» WORK ORDER: Every line in the data must be transcribed exactly.

» Stored data:
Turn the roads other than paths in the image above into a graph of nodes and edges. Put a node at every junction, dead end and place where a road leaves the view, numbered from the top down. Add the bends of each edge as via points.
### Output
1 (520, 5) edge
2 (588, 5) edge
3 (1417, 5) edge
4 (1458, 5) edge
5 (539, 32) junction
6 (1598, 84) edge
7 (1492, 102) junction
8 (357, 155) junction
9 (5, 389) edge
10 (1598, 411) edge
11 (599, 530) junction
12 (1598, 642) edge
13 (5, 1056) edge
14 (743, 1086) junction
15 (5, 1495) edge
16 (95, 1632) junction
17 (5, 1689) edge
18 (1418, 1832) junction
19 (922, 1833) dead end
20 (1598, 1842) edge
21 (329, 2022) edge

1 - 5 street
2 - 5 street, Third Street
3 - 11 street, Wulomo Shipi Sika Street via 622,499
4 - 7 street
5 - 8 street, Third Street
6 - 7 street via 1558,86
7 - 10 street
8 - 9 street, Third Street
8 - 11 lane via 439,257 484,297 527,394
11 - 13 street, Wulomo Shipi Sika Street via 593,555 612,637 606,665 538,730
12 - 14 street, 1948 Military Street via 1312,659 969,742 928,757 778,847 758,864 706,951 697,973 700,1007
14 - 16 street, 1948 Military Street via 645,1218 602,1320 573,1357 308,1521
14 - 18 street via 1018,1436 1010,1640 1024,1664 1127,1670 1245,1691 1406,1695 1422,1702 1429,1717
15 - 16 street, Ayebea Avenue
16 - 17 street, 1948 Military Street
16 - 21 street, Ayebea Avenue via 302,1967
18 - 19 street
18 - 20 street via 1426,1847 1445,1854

» WRITTEN RESPONSE:
Turn the roads other than paths in the image above into a graph of nodes and edges. Put a node at every junction, dead end and place where a road leaves the view, numbered from the top down. Add the bends of each edge as via points.
### Output
1 (520, 5) edge
2 (588, 5) edge
3 (1417, 5) edge
4 (1458, 5) edge
5 (539, 32) junction
6 (1598, 84) edge
7 (1492, 102) junction
8 (357, 155) junction
9 (5, 389) edge
10 (1598, 411) edge
11 (599, 530) junction
12 (1598, 642) edge
13 (5, 1056) edge
14 (743, 1086) junction
15 (5, 1495) edge
16 (95, 1632) junction
17 (5, 1689) edge
18 (1418, 1832) junction
19 (922, 1833) dead end
20 (1598, 1842) edge
21 (329, 2022) edge

1 - 5 street
2 - 5 street, Third Street
3 - 11 street, Wulomo Shipi Sika Street via 622,499
4 - 7 street
5 - 8 street, Third Street
6 - 7 street via 1558,86
7 - 10 street
8 - 9 street, Third Street
8 - 11 lane via 439,257 484,297 527,394
11 - 13 street, Wulomo Shipi Sika Street via 593,555 612,637 606,665 538,730
12 - 14 street, 1948 Military Street via 1312,659 969,742 928,757 778,847 758,864 706,951 697,973 700,1007
14 - 16 street, 1948 Military Street via 645,1218 602,1320 573,1357 308,1521
14 - 18 street via 1018,1436 1010,1640 1024,1664 1127,1670 1245,1691 1406,1695 1422,1702 1429,1717
15 - 16 street, Ayebea Avenue
16 - 17 street, 1948 Military Street
16 - 21 street, Ayebea Avenue via 302,1967
18 - 19 street
18 - 20 street via 1426,1847 1445,1854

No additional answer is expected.